Coronavirus. Piccoli suggerimenti



Emergenza nazionale Coronavirus (COVID-19): ansia, stress, ipocondria e isolamento forzato. Queste le parole chiave della situazione attuale.
Ci si trova a dover fronteggiare una situazione emotiva che può raggiungere livelli insostenibili. 

Restare a casa diventa l’unico modo per combattere il virus? 
E’ una condizione che impone un reinventarsi. 

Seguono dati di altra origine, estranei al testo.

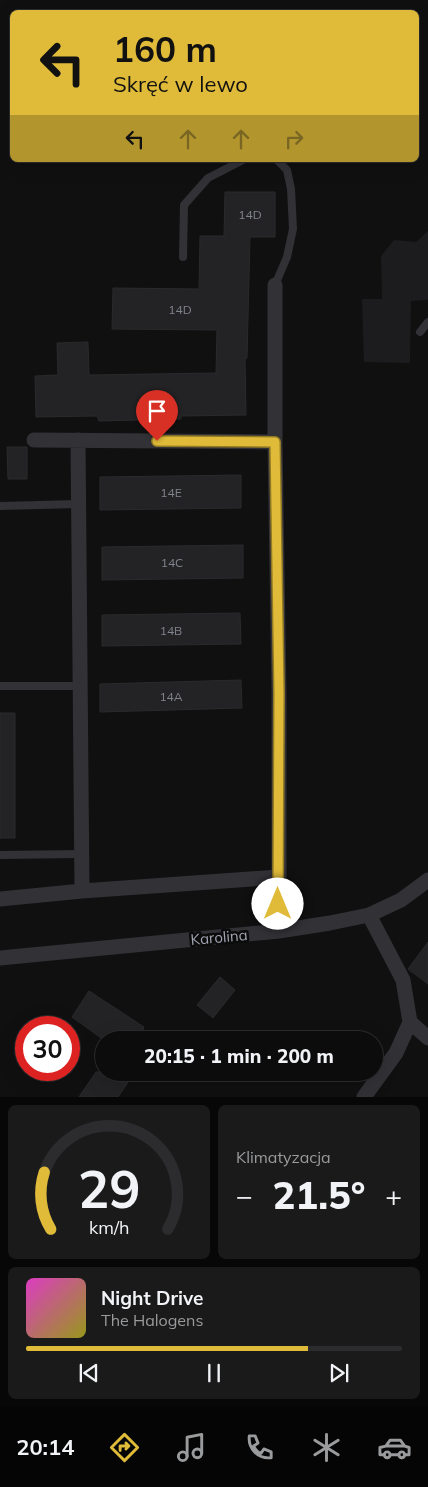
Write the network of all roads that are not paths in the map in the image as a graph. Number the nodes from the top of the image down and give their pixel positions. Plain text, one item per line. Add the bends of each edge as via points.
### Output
1 (239, 162) edge
2 (279, 162) edge
3 (183, 257) dead end
4 (275, 285) joint
5 (428, 322) edge
6 (420, 332) dead end
7 (34, 440) dead end
8 (78, 440) junction
9 (275, 442) junction
10 (78, 504) junction
11 (0, 506) edge
12 (0, 686) edge
13 (80, 686) junction
14 (0, 854) edge
15 (81, 854) junction
16 (278, 877) junction
17 (428, 880) edge
18 (82, 891) junction
19 (0, 899) edge
20 (370, 915) junction
21 (278, 931) junction
22 (0, 958) edge
23 (410, 1022) junction
24 (428, 1038) edge
25 (364, 1097) edge

1 - 3 lane via 208,178 184,205
2 - 4 lane via 287,170 292,189 293,229 287,257
4 - 9 street
5 - 6 lane
7 - 8 street
8 - 9 street
8 - 10 street
9 - 16 street
10 - 11 lane
10 - 13 street
12 - 13 lane
13 - 15 street
14 - 15 lane
15 - 18 street
16 - 18 street
16 - 21 street
17 - 20 street, Karolina via 401,900
18 - 19 street
20 - 21 street, Karolina
20 - 23 street via 403,980
21 - 22 street, Karolina
23 - 24 street
23 - 25 street via 396,1053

Chi vive da solo sente l’“isolamento” con maggiore fatica. E chi è a casa con la propria famiglia? Una routine spezzata e una condizione di stress, seppur nella felicità di condividere più tempo con i propri cari. 
Chi continua a lavorare da casa vive la conciliazione famiglia-lavoro con un conflitto ancora maggiore. 

Qualsiasi condizione ponga dei limiti alla nostra “libertà” (sia essa fisica, psicologica, legale, etc) ci porta alla necessità di ripensarci, di rivedere modalità, comportamenti e atteggiamenti con i quali spesso ci identifichiamo. 
Possono essere allora presenti: rabbia, voglia di evadere, sconforto e rifiuto.

Che cosa è possibile fare?

E’ innanzitutto importante attenersi alle fonti ufficiali di informazione e limitare le ore giornaliere da dedicarvi. Essere “sempre connessi e informati” può risultare controproducente. 

Scoprire “nuove” modalità dello stare assieme, del sentirsi “vicini” agli altri, attraverso l’utilizzo dei social network, delle videochiamate, della tecnologia.

Cominciare attività che si volevano iniziare da tempo o coltivarne di nuove, siano esse attività creative o formative.

In più, ognuno di noi può offrire, sulla base delle proprie competenze e disponibilità, aiuto e supporto alla comunità.
Così nascono le iniziative che aiutano il prossimo. Milano ad esempio, così come altre città, ha creato un progetto di solidarietà, del quale allego il link.
https://www.comune.milano.it/aree-tematiche/servizi-sociali/progetti-e-pubblicazioni/milano-aiuta?fbclid=IwAR39qy7tKQY-fAglgLwCYS34Tq_M9IjiBt2l0KFTmMpsK_SS-KQZOkBPAxo

E poi, ridurre le inevitabili ripercussioni psicologiche derivanti da un elevato livello di stress, ansia e paura. Creare dei momenti di “decompressione” attraverso la respirazione, tecniche di rilassamento, yoga, esercizi, ecc.

Per questo, molte associazioni offrono il loro contributo. Per esempio Lab-Cos, di cui faccio parte, offre un manuale di tecniche di rilassamento per ridurre l’ansia, adatto a tutti, e facilmente utilizzabile. Si può richiedere gratuitamente mandando una mail all’indirizzo: segreteria@labcos.org

Infine, molti professionisti come me, offrono il loro tempo e disponibilità. 
Sto dedicando parte del mio tempo a colloqui gratuiti su Skype, con una parte dedicata allo svolgere assieme tecniche di respirazione/rilassamento, così da poterli svolgere in autonomia in un momento successivo.


Utilizziamo tutte le risorse a disposizione in questo momento così che una situazione di crisi diventi, per quanto possibile, un’opportunità.